**Required work**:
In the listing, determine how many lines contain "roads". The reply is that number alone.
++++
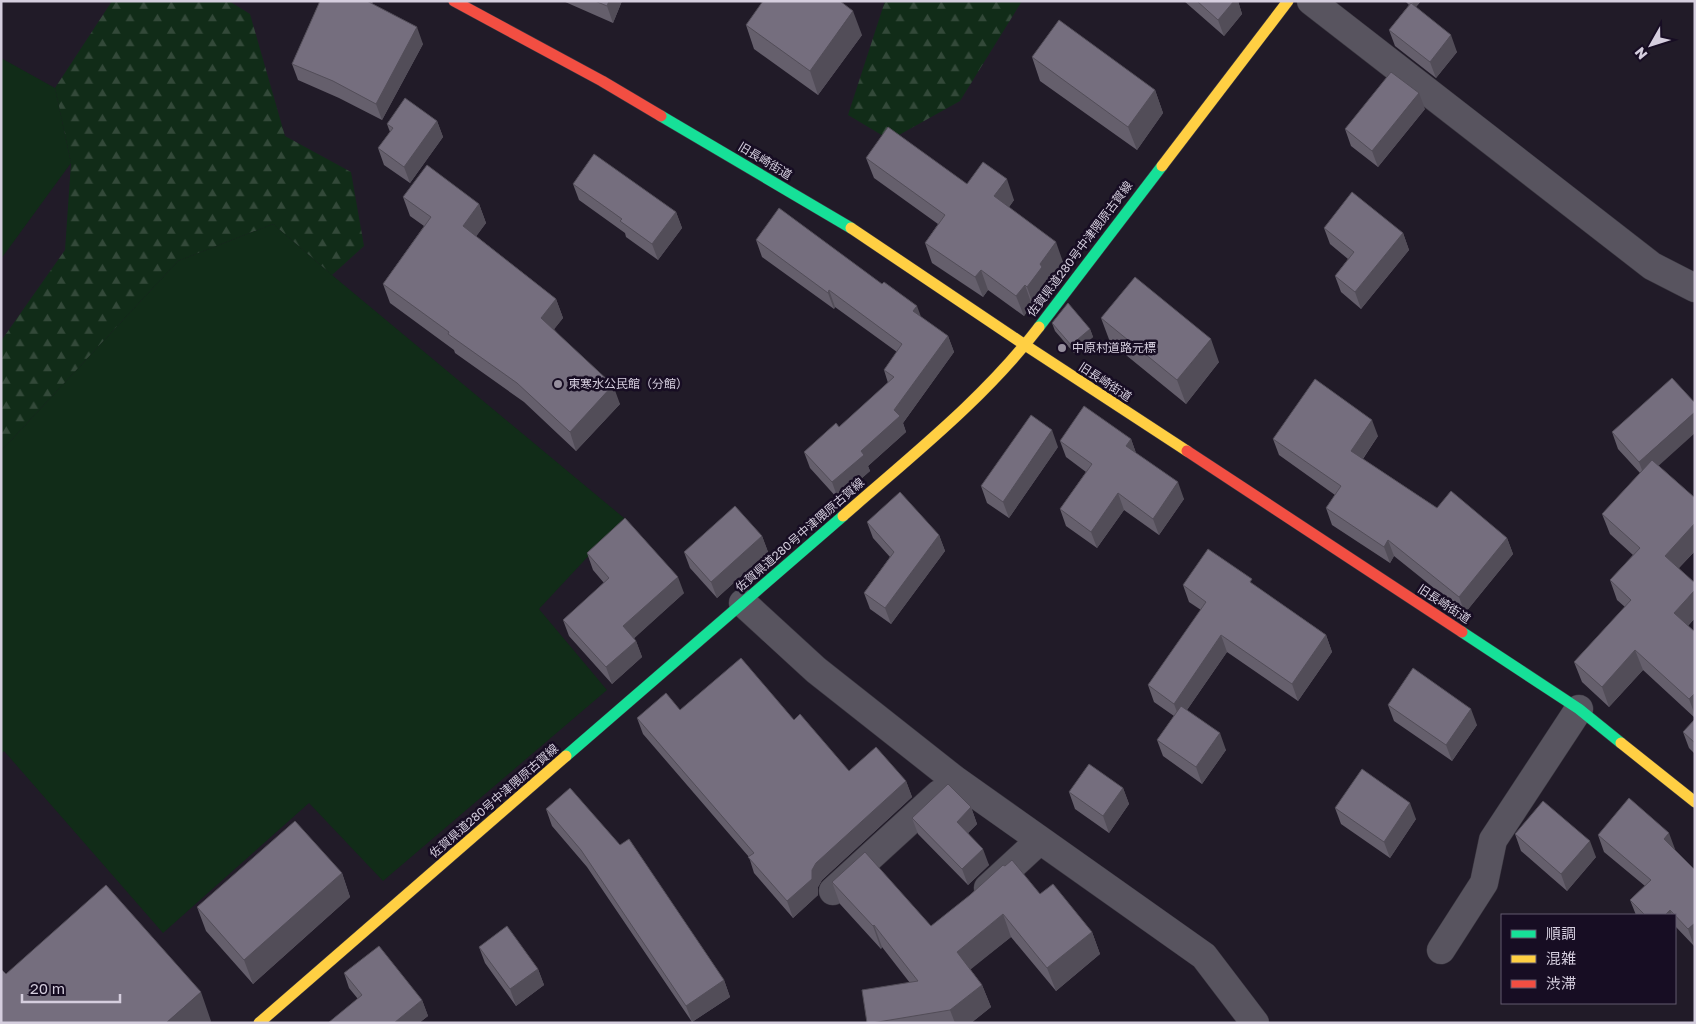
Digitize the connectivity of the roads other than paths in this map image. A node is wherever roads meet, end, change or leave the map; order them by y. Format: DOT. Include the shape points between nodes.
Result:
graph roads {
  1 [pos="454,1"];
  2 [pos="1288,1"];
  3 [pos="1311,1"];
  4 [pos="1695,288"];
  5 [pos="1024,345"];
  6 [pos="743,603"];
  7 [pos="1579,709"];
  8 [pos="954,779"];
  9 [pos="1695,802"];
  10 [pos="1040,840"];
  11 [pos="833,891"];
  12 [pos="968,906"];
  13 [pos="1441,950"];
  14 [pos="270,1019"];
  15 [pos="1255,1023"];
  1 -- 5 [label="street, 旧長崎街道" via="602,81 862,234"];
  2 -- 5 [label="street, 佐賀県道280号中津隈原古賀線"];
  3 -- 4 [label="street" via="1652,266"];
  5 -- 6 [label="street, 佐賀県道280号中津隈原古賀線" via="956,417"];
  5 -- 7 [label="street, 旧長崎街道"];
  6 -- 8 [label="street" via="816,670"];
  6 -- 14 [label="street, 佐賀県道280号中津隈原古賀線"];
  7 -- 9 [label="street, 旧長崎街道"];
  7 -- 13 [label="street" via="1493,840 1484,882"];
  8 -- 10 [label="street"];
  8 -- 11 [label="street"];
  10 -- 12 [label="street"];
  10 -- 15 [label="street" via="1204,956"];
}
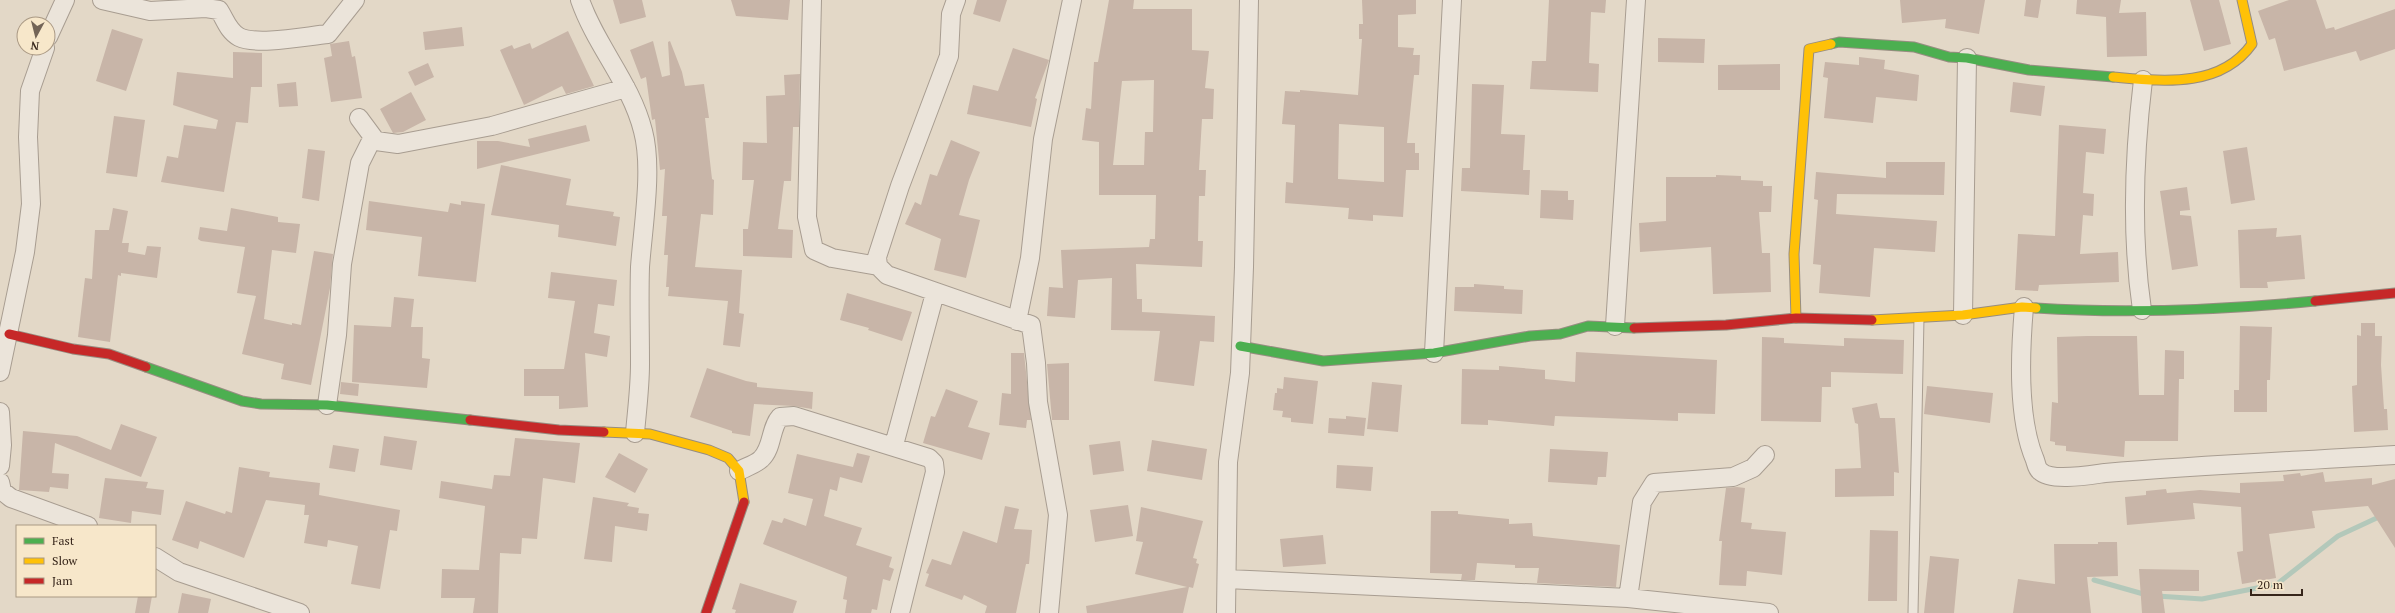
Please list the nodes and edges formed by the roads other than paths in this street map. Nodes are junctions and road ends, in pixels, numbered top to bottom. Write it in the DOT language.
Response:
graph roads {
  1 [pos="65,0"];
  2 [pos="102,0"];
  3 [pos="355,0"];
  4 [pos="580,0"];
  5 [pos="812,0"];
  6 [pos="956,0"];
  7 [pos="1072,0"];
  8 [pos="1249,0"];
  9 [pos="1452,0"];
  10 [pos="1636,0"];
  11 [pos="2242,0"];
  12 [pos="56,20"];
  13 [pos="42,56"];
  14 [pos="1967,58"];
  15 [pos="2143,80"];
  16 [pos="626,88"];
  17 [pos="359,118"];
  18 [pos="373,137"];
  19 [pos="878,266"];
  20 [pos="936,293"];
  21 [pos="2395,293"];
  22 [pos="2024,307"];
  23 [pos="2142,310"];
  24 [pos="1963,315"];
  25 [pos="1796,318"];
  26 [pos="1919,318"];
  27 [pos="1017,321"];
  28 [pos="1615,326"];
  29 [pos="9,334"];
  30 [pos="1240,346"];
  31 [pos="1434,353"];
  32 [pos="0,372"];
  33 [pos="327,405"];
  34 [pos="0,412"];
  35 [pos="636,433"];
  36 [pos="894,446"];
  37 [pos="1765,455"];
  38 [pos="2395,455"];
  39 [pos="0,466"];
  40 [pos="739,471"];
  41 [pos="0,482"];
  42 [pos="85,525"];
  43 [pos="156,558"];
  44 [pos="1227,579"];
  45 [pos="1628,598"];
  46 [pos="300,613"];
  47 [pos="706,613"];
  48 [pos="900,613"];
  49 [pos="1049,613"];
  50 [pos="1226,613"];
  51 [pos="1769,613"];
  52 [pos="1913,613"];
  1 -- 12 [label="street"];
  2 -- 3 [label="street"];
  4 -- 16 [label="street"];
  5 -- 19 [label="street"];
  6 -- 19 [label="street"];
  7 -- 27 [label="street"];
  8 -- 30 [label="street"];
  9 -- 31 [label="street"];
  10 -- 28 [label="street"];
  11 -- 15 [label="street"];
  13 -- 29 [label="street"];
  14 -- 15 [label="street"];
  14 -- 24 [label="street"];
  14 -- 25 [label="street"];
  15 -- 23 [label="street"];
  16 -- 18 [label="street"];
  16 -- 35 [label="street"];
  17 -- 18 [label="street"];
  18 -- 33 [label="street"];
  19 -- 20 [label="street"];
  20 -- 27 [label="street"];
  20 -- 36 [label="street"];
  21 -- 23 [label="street"];
  22 -- 23 [label="street"];
  22 -- 24 [label="street"];
  22 -- 38 [label="street"];
  24 -- 26 [label="street"];
  25 -- 26 [label="street"];
  25 -- 28 [label="street"];
  26 -- 52 [label="lane"];
  27 -- 49 [label="street"];
  28 -- 31 [label="street"];
  29 -- 32 [label="street"];
  29 -- 33 [label="street"];
  30 -- 31 [label="street"];
  30 -- 44 [label="street"];
  33 -- 35 [label="street"];
  34 -- 39 [label="street"];
  35 -- 40 [label="street"];
  36 -- 40 [label="street"];
  36 -- 48 [label="street"];
  37 -- 45 [label="street"];
  40 -- 47 [label="street"];
  41 -- 42 [label="street"];
  43 -- 46 [label="street"];
  44 -- 45 [label="street"];
  44 -- 50 [label="street"];
  45 -- 51 [label="street"];
}
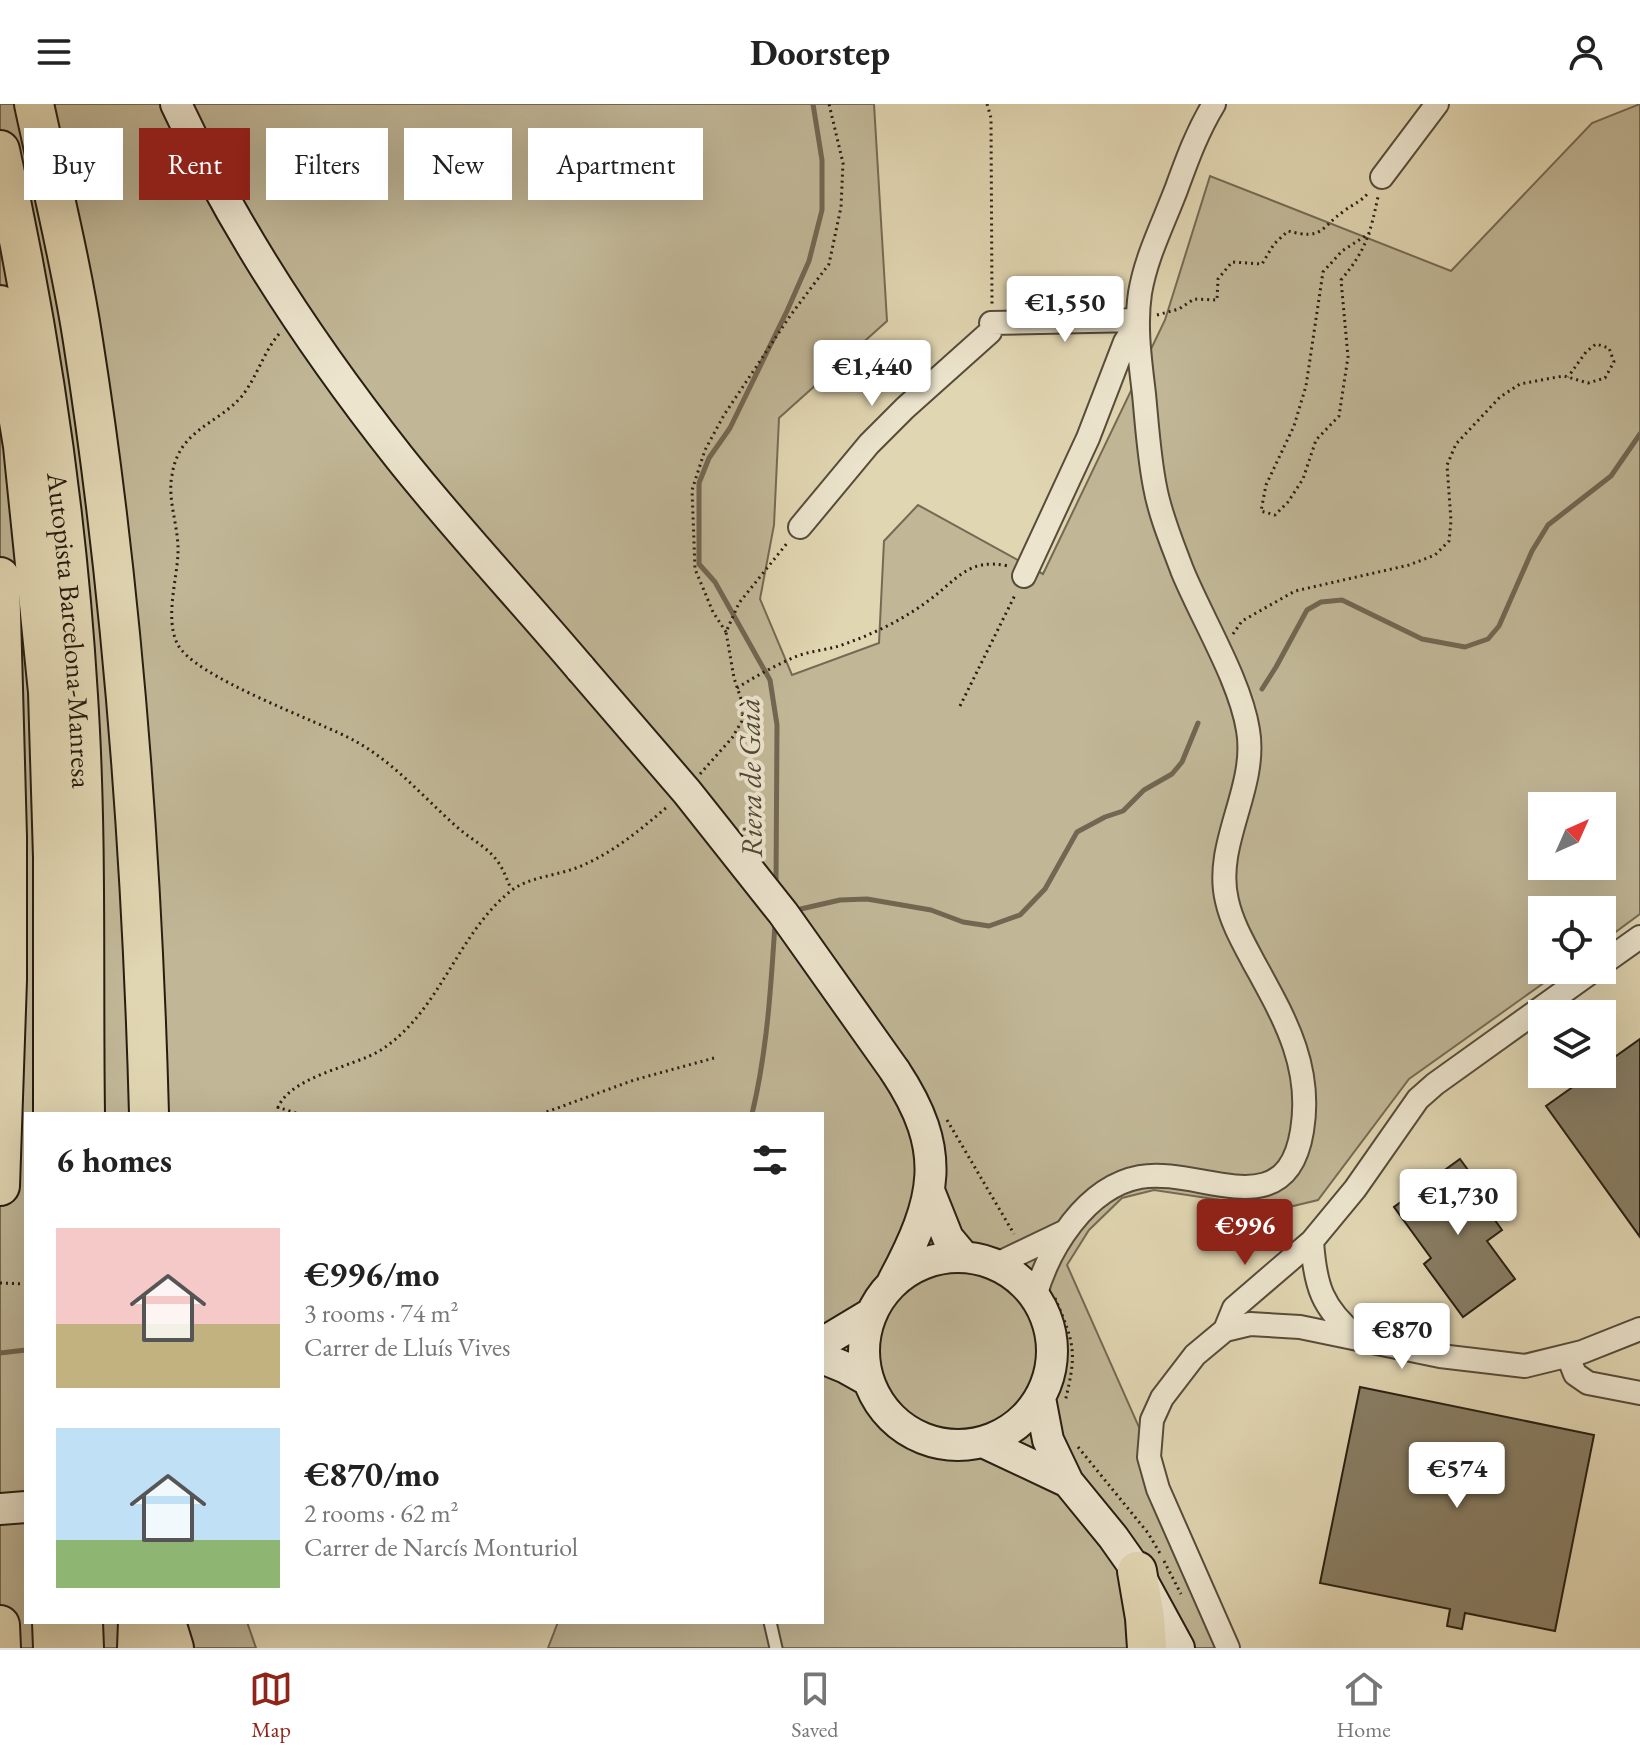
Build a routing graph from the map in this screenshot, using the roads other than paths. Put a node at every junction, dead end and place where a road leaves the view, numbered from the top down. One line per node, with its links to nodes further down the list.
1 (34, 104): 17 (highway)
2 (176, 104): 20 (street, bridge)
3 (1214, 104): 8 (street)
4 (1437, 104): 6 (street)
5 (0, 150): 16 (highway, Autopista Barcelona-Manresa)
6 (1382, 177)
7 (0, 305): 15 (highway, Autopista Barcelona-Manresa)
8 (1138, 320): 9 (street); 10 (street); 23 (street)
9 (800, 527)
10 (1024, 576)
11 (0, 577): 18 (highway)
12 (1640, 937): 13 (street)
13 (1616, 954)
14 (1574, 984): 21 (street)
15 (53, 1112)
16 (85, 1112)
17 (149, 1112)
18 (0, 1177): 19 (highway)
19 (0, 1186)
20 (930, 1193): 22 (street); 25 (street)
21 (1312, 1241): 29 (street); 30 (street)
22 (964, 1257): 24 (street); 25 (street)
23 (1036, 1258): 24 (street); 26 (street)
24 (995, 1265): 26 (street)
25 (890, 1286): 27 (street)
26 (1035, 1297): 36 (street)
27 (872, 1313): 31 (street); 34 (street)
28 (1640, 1329): 32 (street)
29 (1225, 1330): 30 (street); 56 (street)
30 (1358, 1338): 32 (street)
31 (824, 1342)
32 (1568, 1356): 35 (street)
33 (824, 1359): 34 (street)
34 (869, 1381): 37 (street)
35 (1640, 1393)
36 (1052, 1403): 37 (street); 38 (street)
37 (983, 1442): 38 (street)
38 (1068, 1482): 41 (street)
39 (24, 1507): 40 (street)
40 (0, 1509)
41 (1137, 1571): 54 (highway); 55 (street)
42 (52, 1624): 49 (highway)
43 (83, 1624): 50 (highway)
44 (138, 1624): 51 (highway)
45 (167, 1624): 52 (highway)
46 (770, 1624): 53 (lane)
47 (0, 1625): 48 (highway)
48 (1, 1648)
49 (53, 1648)
50 (84, 1648)
51 (137, 1648)
52 (174, 1648)
53 (776, 1648)
54 (1147, 1648)
55 (1179, 1648)
56 (1228, 1648)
++++
**Answer section**:
5